→ Data for this task
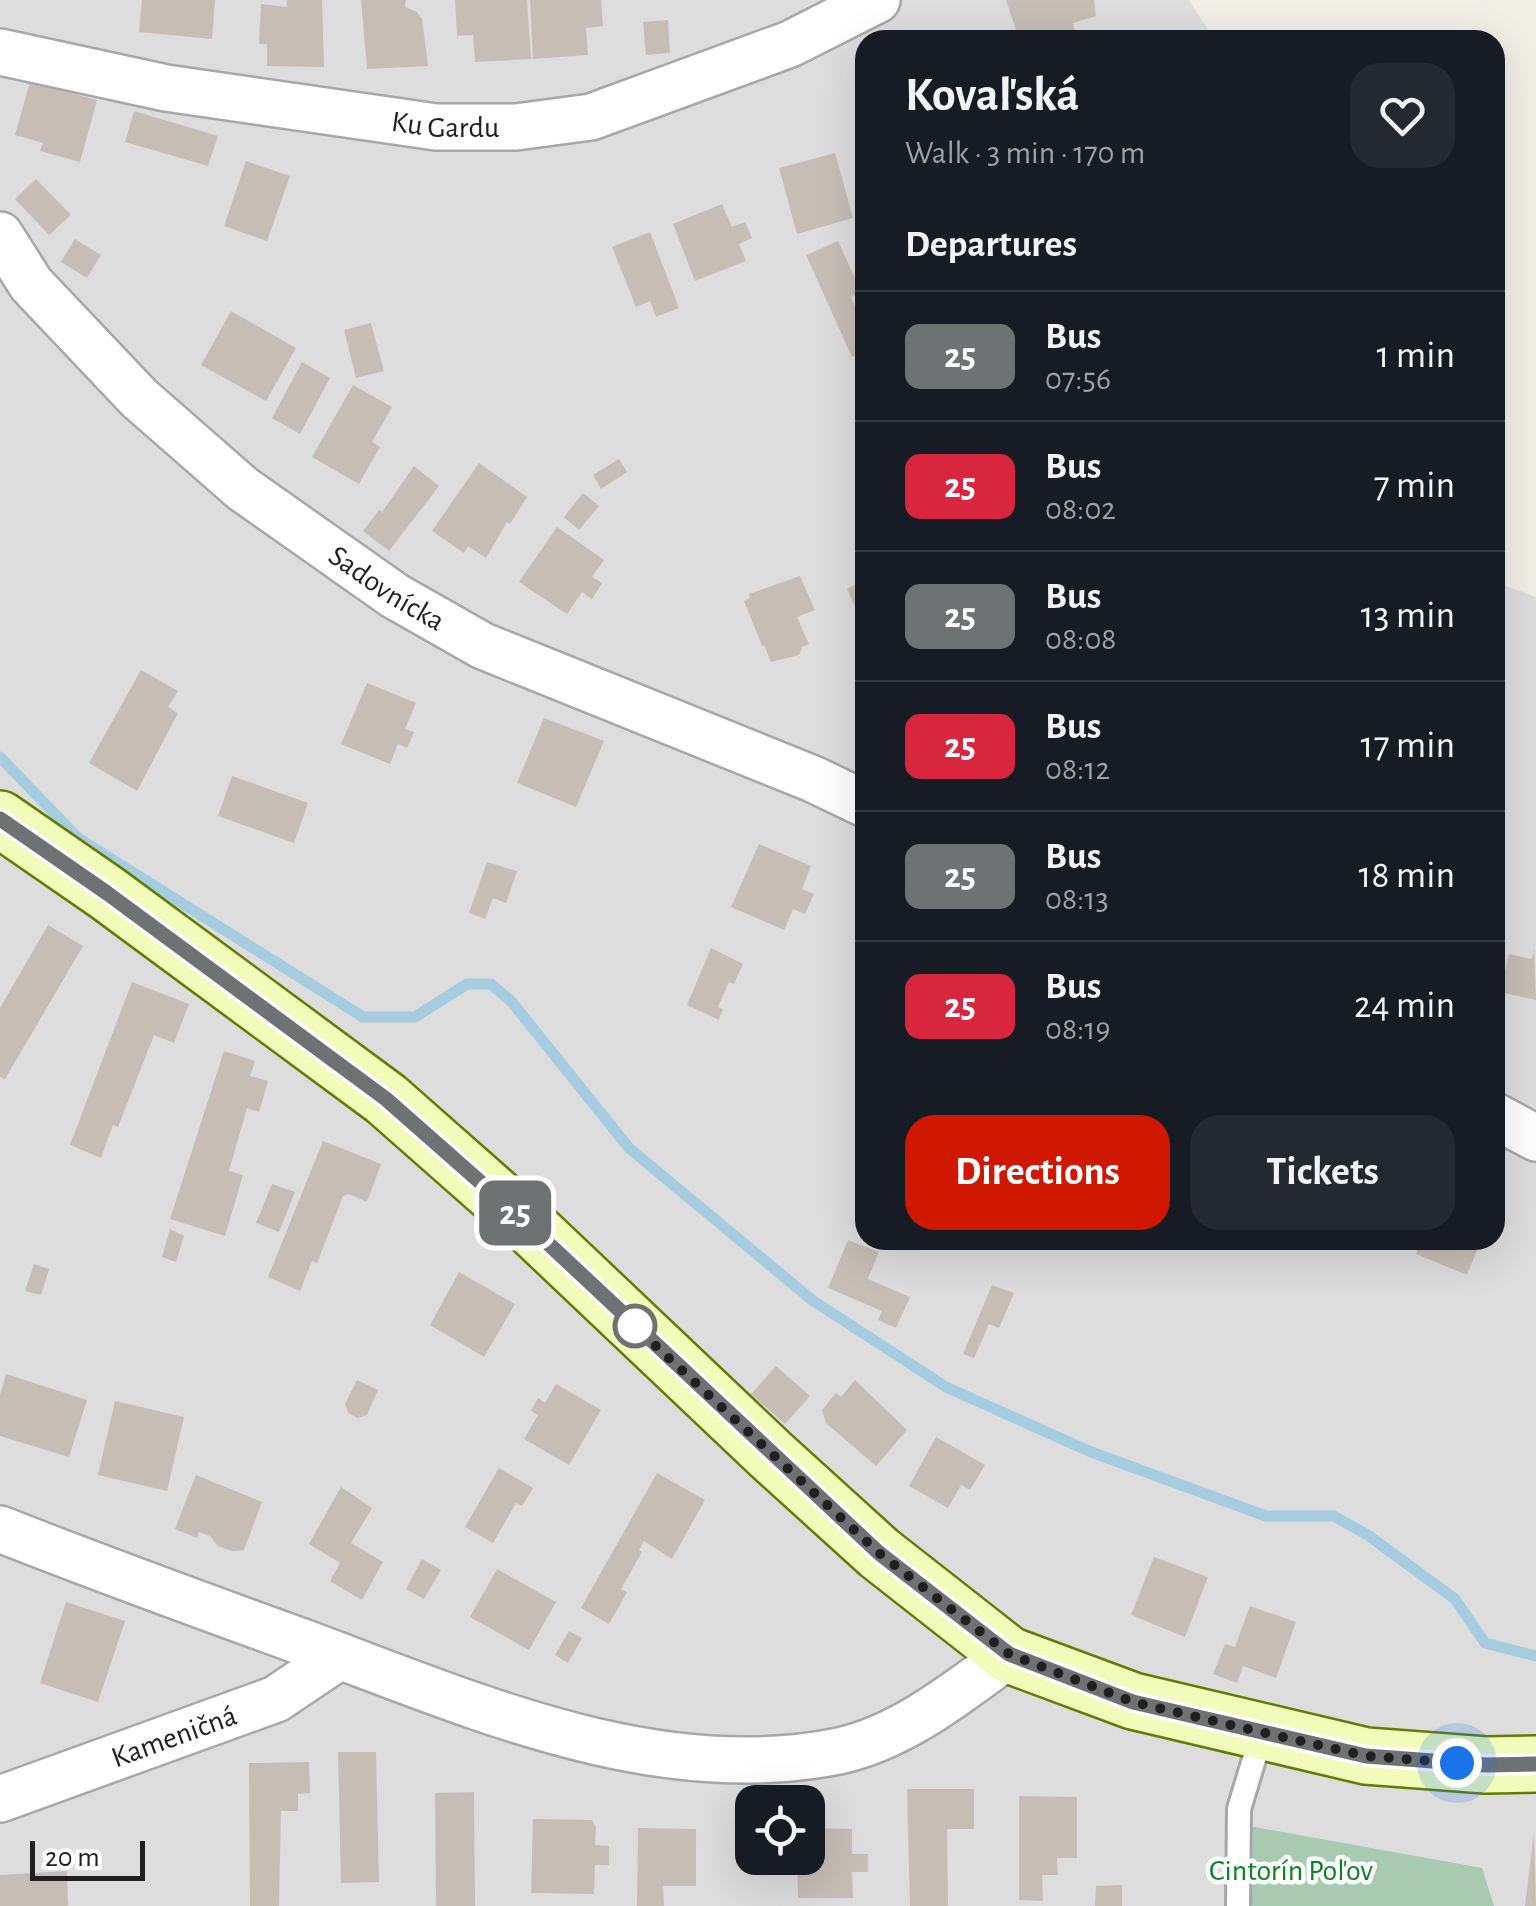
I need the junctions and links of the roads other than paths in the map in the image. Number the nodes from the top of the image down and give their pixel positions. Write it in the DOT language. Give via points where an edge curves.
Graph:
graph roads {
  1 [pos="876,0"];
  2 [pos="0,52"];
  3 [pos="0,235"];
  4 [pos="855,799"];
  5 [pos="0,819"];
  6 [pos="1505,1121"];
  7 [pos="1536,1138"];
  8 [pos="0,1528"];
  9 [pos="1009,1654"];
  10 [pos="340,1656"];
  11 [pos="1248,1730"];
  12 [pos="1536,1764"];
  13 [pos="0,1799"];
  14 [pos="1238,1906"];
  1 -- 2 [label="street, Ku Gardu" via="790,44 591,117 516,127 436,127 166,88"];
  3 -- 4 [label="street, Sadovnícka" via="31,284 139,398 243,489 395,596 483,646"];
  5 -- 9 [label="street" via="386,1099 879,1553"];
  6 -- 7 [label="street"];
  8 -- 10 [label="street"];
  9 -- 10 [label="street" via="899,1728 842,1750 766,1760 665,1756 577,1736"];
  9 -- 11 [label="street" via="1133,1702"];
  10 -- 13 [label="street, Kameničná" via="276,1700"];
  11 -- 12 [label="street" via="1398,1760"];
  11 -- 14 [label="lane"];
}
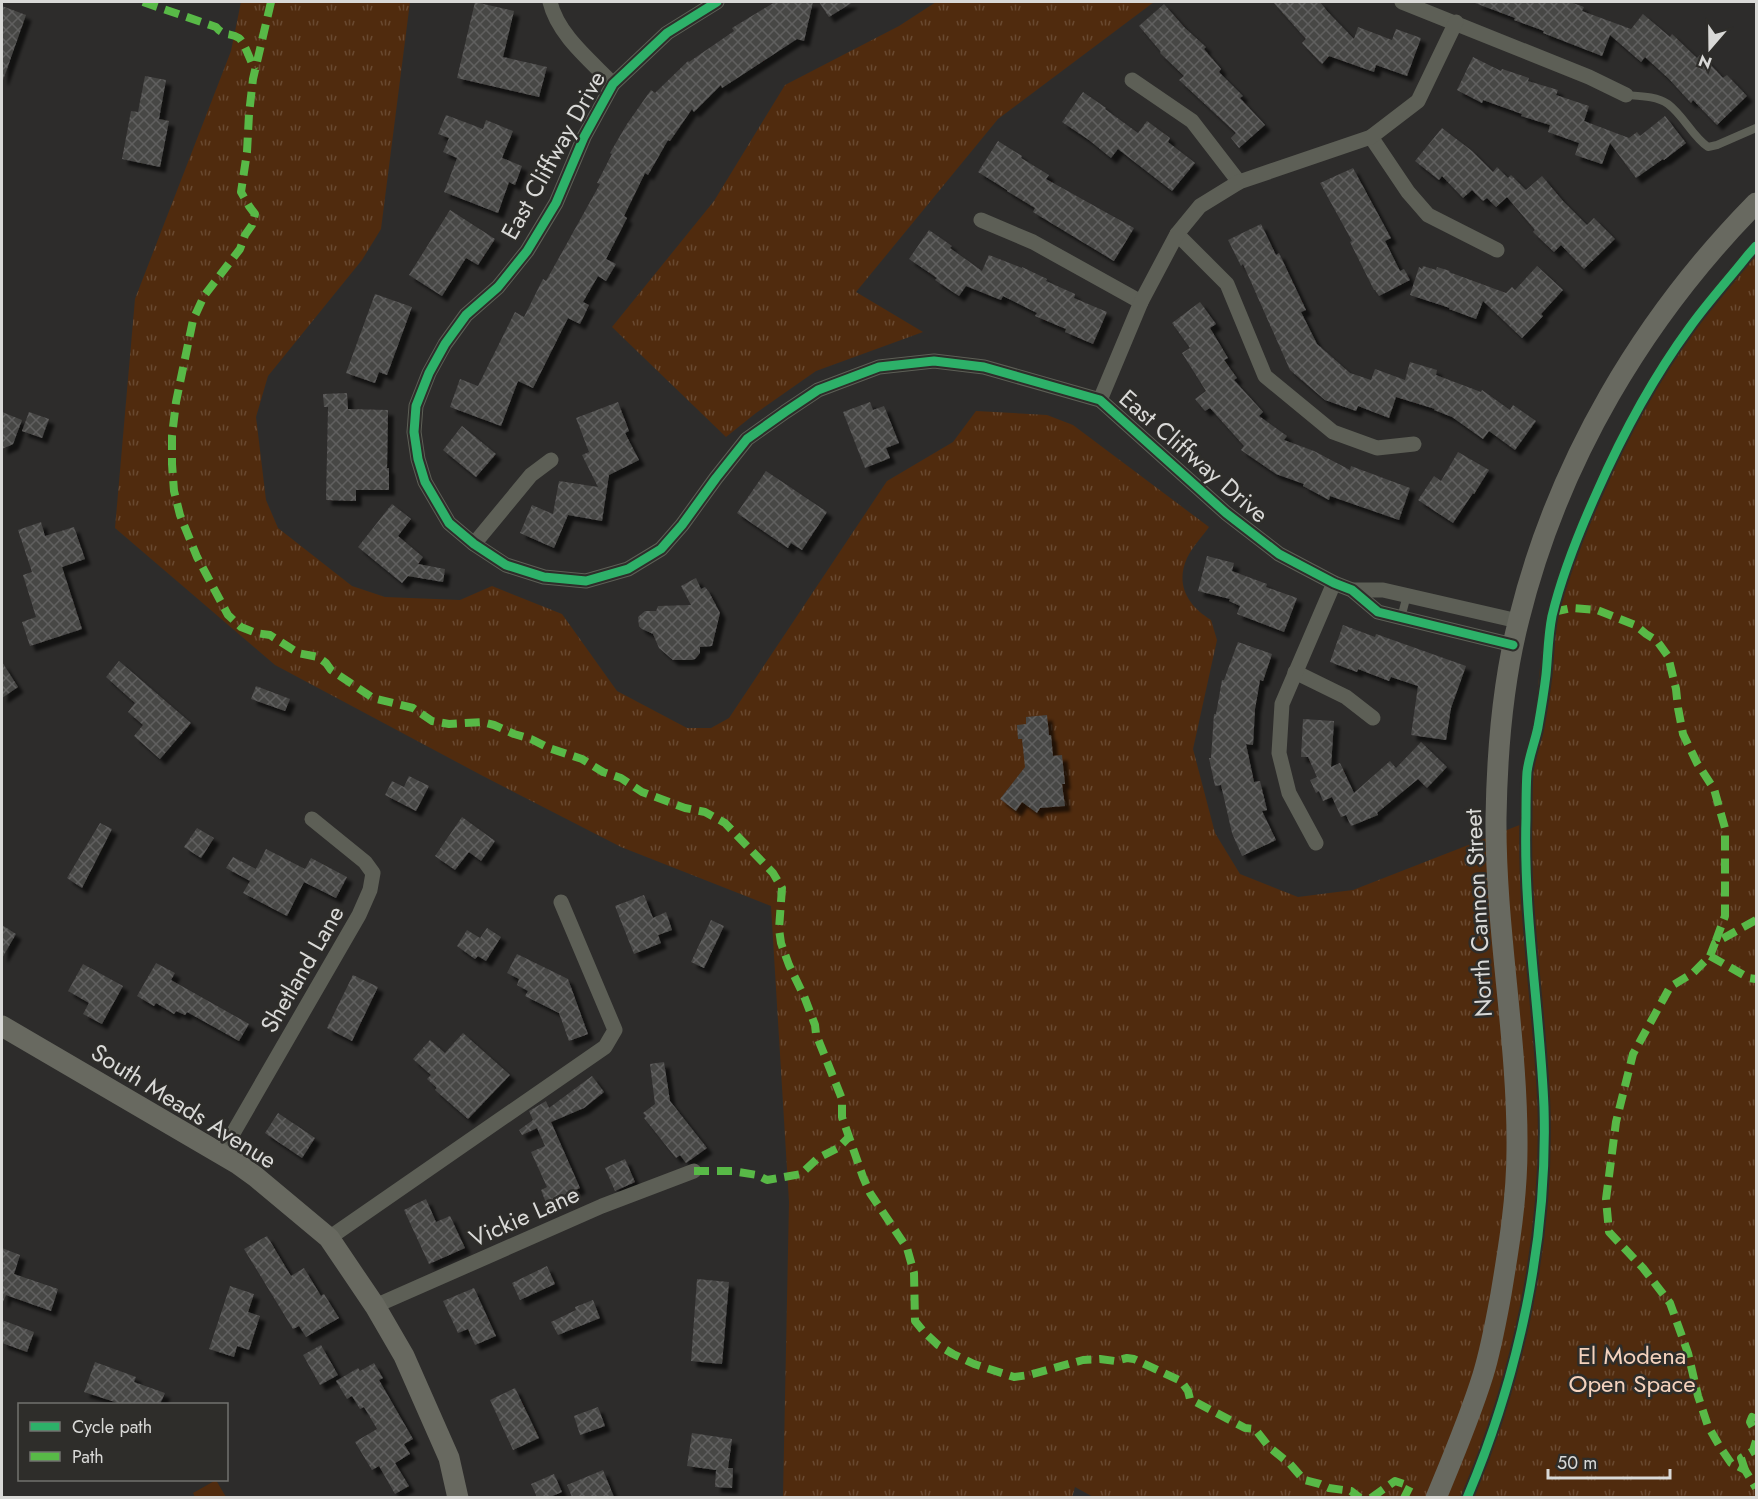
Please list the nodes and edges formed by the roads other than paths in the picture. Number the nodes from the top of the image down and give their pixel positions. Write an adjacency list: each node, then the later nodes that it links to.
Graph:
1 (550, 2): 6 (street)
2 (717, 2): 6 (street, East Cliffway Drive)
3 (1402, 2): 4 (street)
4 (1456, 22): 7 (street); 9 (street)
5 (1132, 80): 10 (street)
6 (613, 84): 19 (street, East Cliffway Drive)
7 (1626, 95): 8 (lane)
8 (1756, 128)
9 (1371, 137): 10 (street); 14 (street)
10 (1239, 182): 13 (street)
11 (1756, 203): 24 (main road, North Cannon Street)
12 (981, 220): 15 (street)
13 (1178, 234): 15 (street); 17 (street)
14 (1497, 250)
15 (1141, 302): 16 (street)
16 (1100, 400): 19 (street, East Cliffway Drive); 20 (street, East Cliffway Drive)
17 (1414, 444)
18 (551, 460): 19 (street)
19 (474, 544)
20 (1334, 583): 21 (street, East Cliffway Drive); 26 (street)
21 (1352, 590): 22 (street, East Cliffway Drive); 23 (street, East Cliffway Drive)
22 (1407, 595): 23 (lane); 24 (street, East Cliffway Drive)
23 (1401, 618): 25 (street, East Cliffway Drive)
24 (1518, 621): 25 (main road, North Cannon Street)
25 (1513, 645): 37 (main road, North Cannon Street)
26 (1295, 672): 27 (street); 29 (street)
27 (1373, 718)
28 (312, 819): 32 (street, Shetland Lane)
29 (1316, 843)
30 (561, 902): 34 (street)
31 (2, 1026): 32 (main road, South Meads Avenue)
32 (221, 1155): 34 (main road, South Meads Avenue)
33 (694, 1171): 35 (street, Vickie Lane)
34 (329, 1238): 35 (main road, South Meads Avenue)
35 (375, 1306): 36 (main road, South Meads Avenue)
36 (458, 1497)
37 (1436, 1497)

→ Work instructions
Only the pictures are dropped. Otherwise, write out the listing exactly.

→ Answer to this problem
I need the junctions and links of the roads other than paths in the map in the image. Number the nodes from the top of the image down and give their pixel positions. Write it in the DOT language. Give via points where an edge curves.
Graph:
graph roads {
  1 [pos="876,0"];
  2 [pos="0,52"];
  3 [pos="0,235"];
  4 [pos="855,799"];
  5 [pos="0,819"];
  6 [pos="1505,1121"];
  7 [pos="1536,1138"];
  8 [pos="0,1528"];
  9 [pos="1009,1654"];
  10 [pos="340,1656"];
  11 [pos="1248,1730"];
  12 [pos="1536,1764"];
  13 [pos="0,1799"];
  14 [pos="1238,1906"];
  1 -- 2 [label="street, Ku Gardu" via="790,44 591,117 516,127 436,127 166,88"];
  3 -- 4 [label="street, Sadovnícka" via="31,284 139,398 243,489 395,596 483,646"];
  5 -- 9 [label="street" via="386,1099 879,1553"];
  6 -- 7 [label="street"];
  8 -- 10 [label="street"];
  9 -- 10 [label="street" via="899,1728 842,1750 766,1760 665,1756 577,1736"];
  9 -- 11 [label="street" via="1133,1702"];
  10 -- 13 [label="street, Kameničná" via="276,1700"];
  11 -- 12 [label="street" via="1398,1760"];
  11 -- 14 [label="lane"];
}
Please list the nodes and edges formed by the roads other than paths in the picture. Number the nodes from the top of the image down and give their pixel positions. Write an adjacency list: each node, then the later nodes that it links to.
Graph:
1 (550, 2): 6 (street)
2 (717, 2): 6 (street, East Cliffway Drive)
3 (1402, 2): 4 (street)
4 (1456, 22): 7 (street); 9 (street)
5 (1132, 80): 10 (street)
6 (613, 84): 19 (street, East Cliffway Drive)
7 (1626, 95): 8 (lane)
8 (1756, 128)
9 (1371, 137): 10 (street); 14 (street)
10 (1239, 182): 13 (street)
11 (1756, 203): 24 (main road, North Cannon Street)
12 (981, 220): 15 (street)
13 (1178, 234): 15 (street); 17 (street)
14 (1497, 250)
15 (1141, 302): 16 (street)
16 (1100, 400): 19 (street, East Cliffway Drive); 20 (street, East Cliffway Drive)
17 (1414, 444)
18 (551, 460): 19 (street)
19 (474, 544)
20 (1334, 583): 21 (street, East Cliffway Drive); 26 (street)
21 (1352, 590): 22 (street, East Cliffway Drive); 23 (street, East Cliffway Drive)
22 (1407, 595): 23 (lane); 24 (street, East Cliffway Drive)
23 (1401, 618): 25 (street, East Cliffway Drive)
24 (1518, 621): 25 (main road, North Cannon Street)
25 (1513, 645): 37 (main road, North Cannon Street)
26 (1295, 672): 27 (street); 29 (street)
27 (1373, 718)
28 (312, 819): 32 (street, Shetland Lane)
29 (1316, 843)
30 (561, 902): 34 (street)
31 (2, 1026): 32 (main road, South Meads Avenue)
32 (221, 1155): 34 (main road, South Meads Avenue)
33 (694, 1171): 35 (street, Vickie Lane)
34 (329, 1238): 35 (main road, South Meads Avenue)
35 (375, 1306): 36 (main road, South Meads Avenue)
36 (458, 1497)
37 (1436, 1497)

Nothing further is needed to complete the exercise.